You are viewing a plain text version of this content. The canonical link for it is here.
Posted to dev@lucene.apache.org by mark harwood <ma...@yahoo.co.uk> on 2009/10/19 12:29:52 UTC
Highlighting - catering for all query types

I've been putting together some code to support highlighting of opaque query clauses (cached filters, trie range, spatial etc etc) which shows some promise.

This is not intended as a replacement for the existing highlighter(s) which deal with free-text but is instead concentrating on the hard-to-highlight clauses and has the benefit of working in-line with the query process.
Summarisation is not a requirement here - I simply need to know if a given query clause matched on a result.

The approach I have come up with is to wrap query clauses with lightweight (processing and RAM-wise) instrumenting objects in order to record which clauses matched.
The recorded matches are encoded as a byte in the document score which unfortunately requires some loss of precision in the scores - more on this later.

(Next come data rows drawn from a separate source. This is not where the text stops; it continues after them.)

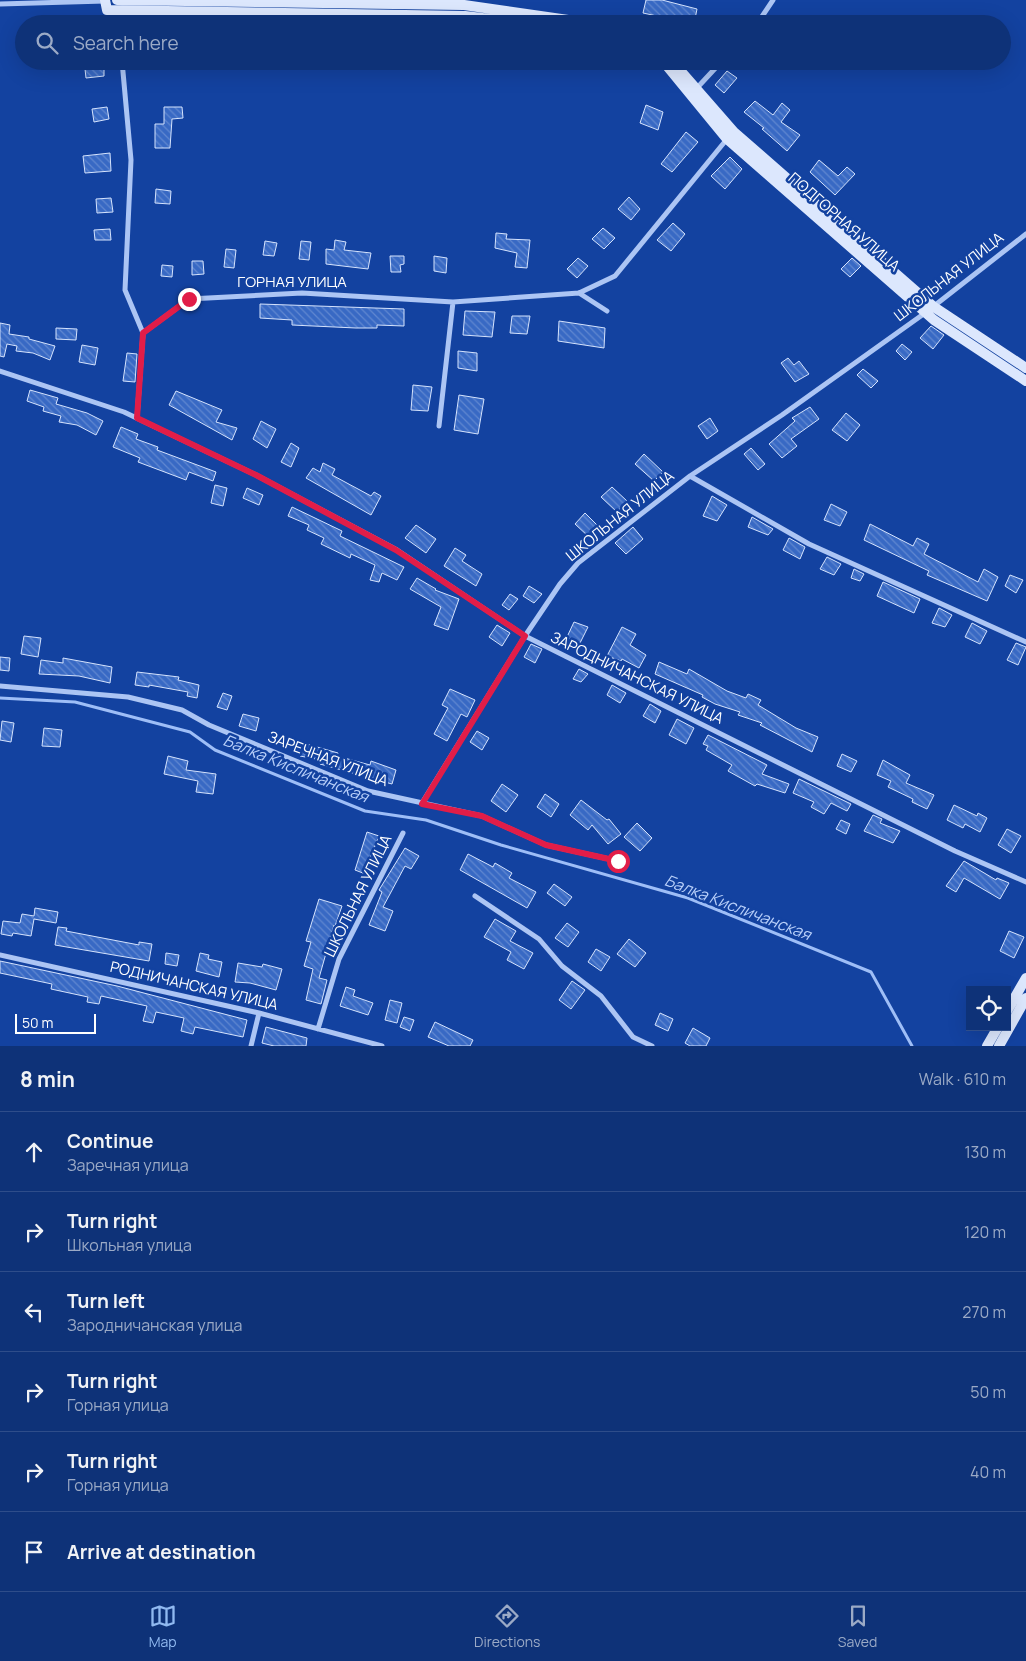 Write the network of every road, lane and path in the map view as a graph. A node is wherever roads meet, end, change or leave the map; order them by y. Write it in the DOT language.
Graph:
graph roads {
  1 [pos="773,0"];
  2 [pos="0,4"];
  3 [pos="106,4"];
  4 [pos="117,4"];
  5 [pos="436,15"];
  6 [pos="533,15"];
  7 [pos="763,15"];
  8 [pos="123,70"];
  9 [pos="672,70"];
  10 [pos="678,70"];
  11 [pos="714,70"];
  12 [pos="693,92"];
  13 [pos="730,136"];
  14 [pos="1026,234"];
  15 [pos="579,293"];
  16 [pos="453,302"];
  17 [pos="930,310"];
  18 [pos="607,311"];
  19 [pos="143,333"];
  20 [pos="1026,368"];
  21 [pos="0,371"];
  22 [pos="1026,381"];
  23 [pos="137,418"];
  24 [pos="439,426"];
  25 [pos="690,476"];
  26 [pos="525,636"];
  27 [pos="1026,642"];
  28 [pos="0,686"];
  29 [pos="422,804"];
  30 [pos="403,833"];
  31 [pos="618,861"];
  32 [pos="1026,882"];
  33 [pos="475,896"];
  34 [pos="0,955"];
  35 [pos="1026,978"];
  36 [pos="1026,998"];
  37 [pos="1011,1004"];
  38 [pos="259,1013"];
  39 [pos="318,1029"];
  40 [pos="996,1031"];
  41 [pos="251,1046"];
  42 [pos="382,1046"];
  43 [pos="652,1046"];
  44 [pos="987,1046"];
  45 [pos="999,1046"];
  1 -- 7 [label="street"];
  2 -- 3 [label="street"];
  3 -- 4 [label="street"];
  4 -- 5 [label="street"];
  4 -- 6 [label="street"];
  8 -- 19 [label="street"];
  9 -- 12 [label="street"];
  10 -- 12 [label="street"];
  11 -- 12 [label="street"];
  12 -- 13 [label="street, ПОДГОРНАЯ УЛИЦА"];
  13 -- 15 [label="street"];
  13 -- 17 [label="street, ПОДГОРНАЯ УЛИЦА"];
  14 -- 17 [label="street, ШКОЛЬНАЯ УЛИЦА"];
  15 -- 16 [label="street, ГОРНАЯ УЛИЦА"];
  15 -- 18 [label="street"];
  16 -- 19 [label="street, ГОРНАЯ УЛИЦА"];
  16 -- 24 [label="street"];
  17 -- 20 [label="street, ПОДГОРНАЯ УЛИЦА"];
  17 -- 22 [label="street, ПОДГОРНАЯ УЛИЦА"];
  17 -- 25 [label="street, ШКОЛЬНАЯ УЛИЦА"];
  19 -- 23 [label="street"];
  21 -- 23 [label="street, ЗАРОДНИЧАНСКАЯ УЛИЦА"];
  23 -- 26 [label="street, ЗАРОДНИЧАНСКАЯ УЛИЦА"];
  25 -- 26 [label="street, ШКОЛЬНАЯ УЛИЦА"];
  25 -- 27 [label="street, ШКОЛЬНАЯ УЛИЦА"];
  26 -- 29 [label="street, ШКОЛЬНАЯ УЛИЦА"];
  26 -- 32 [label="street, ЗАРОДНИЧАНСКАЯ УЛИЦА"];
  28 -- 29 [label="street, ЗАРЕЧНАЯ УЛИЦА"];
  29 -- 31 [label="street, ЗАРЕЧНАЯ УЛИЦА"];
  30 -- 39 [label="street, ШКОЛЬНАЯ УЛИЦА"];
  33 -- 43 [label="street"];
  34 -- 38 [label="street, РОДНИЧАНСКАЯ УЛИЦА"];
  35 -- 37 [label="street"];
  36 -- 45 [label="street"];
  38 -- 39 [label="street, РОДНИЧАНСКАЯ УЛИЦА"];
  38 -- 41 [label="street"];
  39 -- 42 [label="street, РОДНИЧАНСКАЯ УЛИЦА"];
  40 -- 44 [label="street"];
}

The general approach for use looks like this:

        //Wrap *any* type of query object for highlight flagging and allocate a flag number between 1 and 8 for the clauses of interest....
        FlagRecordingQuery frqA=new FlagRecordingQuery(new TermQuery(new Term("statusField","published")),1);
        FlagRecordingQuery frqB=new FlagRecordingQuery(new XyzLtd3rdPartyQuery("imageDataField", "unknown magic to find 'sunset'")),2);

        BooleanQuery bq=new BooleanQuery();
        bq.add(new BooleanClause(frqA,Occur.SHOULD));
        bq.add(new BooleanClause(frqB,Occur.SHOULD));

        //Parent query must be a FlagCombiningQuery to encode child match info in the doc scores
        FlagCombiningQuery fcq=new FlagCombiningQuery(bq);

        //Run search
        TopDocs td = s.search(fcq,10);
        ScoreDoc[] sd = td.scoreDocs;
        for (ScoreDoc scoreDoc : sd)
        {
            float score=scoreDoc.score;

            //Check to see which flags are encoded in the score.
            if(FlagCombiningQuery.hasFlag(1, score))
            {
                System.out.println("woot! "+scoreDoc.doc+" matched clause 1 ");
            }
            if(FlagCombiningQuery.hasFlag(2, score))
            {
                System.out.println("woot! "+scoreDoc.doc+" matched clause 2 ");
            }
        }


The FlagRecordingQuery child clauses introduce themselves to the FlagCombiningQuery through a thread local at "rewrite" time.
The FlagCombiningQuery at the root adjusts the scores as follows:

        static final float DEFAULT_MULTIPLIER=1000f;
        float multiplier=DEFAULT_MULTIPLIER;
    ....
        public float score() throws IOException
        {
            float score = delegateScorer.score();
            byte flags=0;
            int d=doc();
            //encode all matched child clauses into a "flags" byte.
            for (FlagRecordingQuery frq : thisThreadsFlags)
            {
                if(frq.matched(d))
                {
                    byte mask=flagMasks[frq.flag-1];
                    flags=setFlag(flags, mask);
                }
            }

            //Multiply score to turn float into int with sufficient fractions in score.
            int shiftedI=(int) (score*multiplier);
            //Shift int to make space for byte holding flags
            int iPlusSpaceForByte=shiftedI<<8;
            //Add match flags
            int iCombinedScoreAndFlags=iPlusSpaceForByte|flags;
            System.out.println("combined score="+iCombinedScoreAndFlags+" for doc#"+doc());
            return iCombinedScoreAndFlags;
        }

The mechanism works but relies on original score values that :
a) Are not too big - i.e. do not lose significant digits when multiplied by "multiplier" and then shifted left 8 bits.
b) Are not too similar - i.e. only differ in very small fractions e.g. all scores occur in the range 0.1234 to 0.1235

To give an indication of restrictions this imposes here are the usable score ranges for various settings of "multiplier":

multiplier       max score   fraction precision
======   ========   =============
10           838860         0.x
100         83886              0.xx
1000       8388             0.xxx
10000     838               0.xxxx

I would imagine the majority of Lucene query results would still rank sensibly with a 1,000 or 10,000 multiplier.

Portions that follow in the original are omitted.